Foreign Policy Research Institute A Nation Must Think Before it Acts The Dignity of Difference: How to Avoid the Clash of Civilizations

The Dignity of Difference: How to Avoid the Clash of Civilizations

Religion has become a fateful force in the contemporary world and it is crucial that it be a force for good—for conflict resolution, not just conflict creation. If religion in the twenty-first century is not part of the solution, then it will surely be part of the problem.

I am going to put forward a simple but radical idea. It is difficult to say something new about the world’s great faiths, thousands of years old, but that is what I want to do—to offer a new reading, more precisely a new listening, to some ancient texts. The reason I do so is because our situation in the twenty-first century, especially post–September 11, is new, in three ways:

First, religion has returned against all expectation in many parts of the world, as a powerful, even shaping, force.

Second, its presence has been particularly evident in conflict zones throughout the world—in Bosnia, Kosovo, Chechnya, Kashmir, other parts of India and Pakistan, Northern Ireland, the Middle East, sub-Saharan Africa, and parts of Asia.

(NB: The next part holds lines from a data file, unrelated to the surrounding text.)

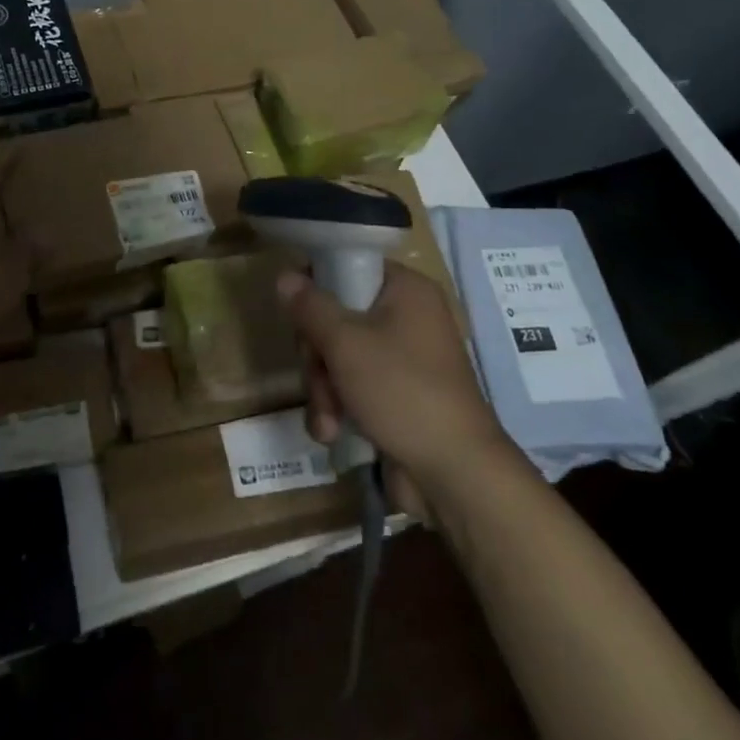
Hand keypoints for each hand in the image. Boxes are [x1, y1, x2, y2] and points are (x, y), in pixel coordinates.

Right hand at [279, 262, 509, 506]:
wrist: (454, 474)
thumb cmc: (402, 390)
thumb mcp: (346, 343)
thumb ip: (310, 306)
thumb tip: (284, 275)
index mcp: (405, 290)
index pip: (348, 265)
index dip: (317, 285)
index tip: (297, 312)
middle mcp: (405, 318)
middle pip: (335, 316)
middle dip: (317, 355)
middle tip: (318, 372)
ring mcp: (401, 359)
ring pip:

Third, religion is often at the heart of conflict. It has been said that the Catholic Croats, Orthodox Serbs, and Muslims in the Balkans speak the same language and share the same race; the only thing that divides them is religion, which none of them believe. Religion is the fault-line along which the sides divide. The reason is simple. Whereas, broadly speaking, the twentieth century was dominated by the politics of ideology, the twenty-first century is and will be dominated by the politics of identity—by the questions “Who am I?” and “Why am I here?” Now the three great institutions of modernity which have dominated the West since the seventeenth century—science, economics, and politics—are more procedural than substantive. They answer the questions of “What?” and “How?” They do not answer the questions “Who?” and “Why?” Therefore, when politics turns from ideology to identity, people turn to religion, the great set of answers to the questions, “Who am I?” and “Of what narrative am I a part?”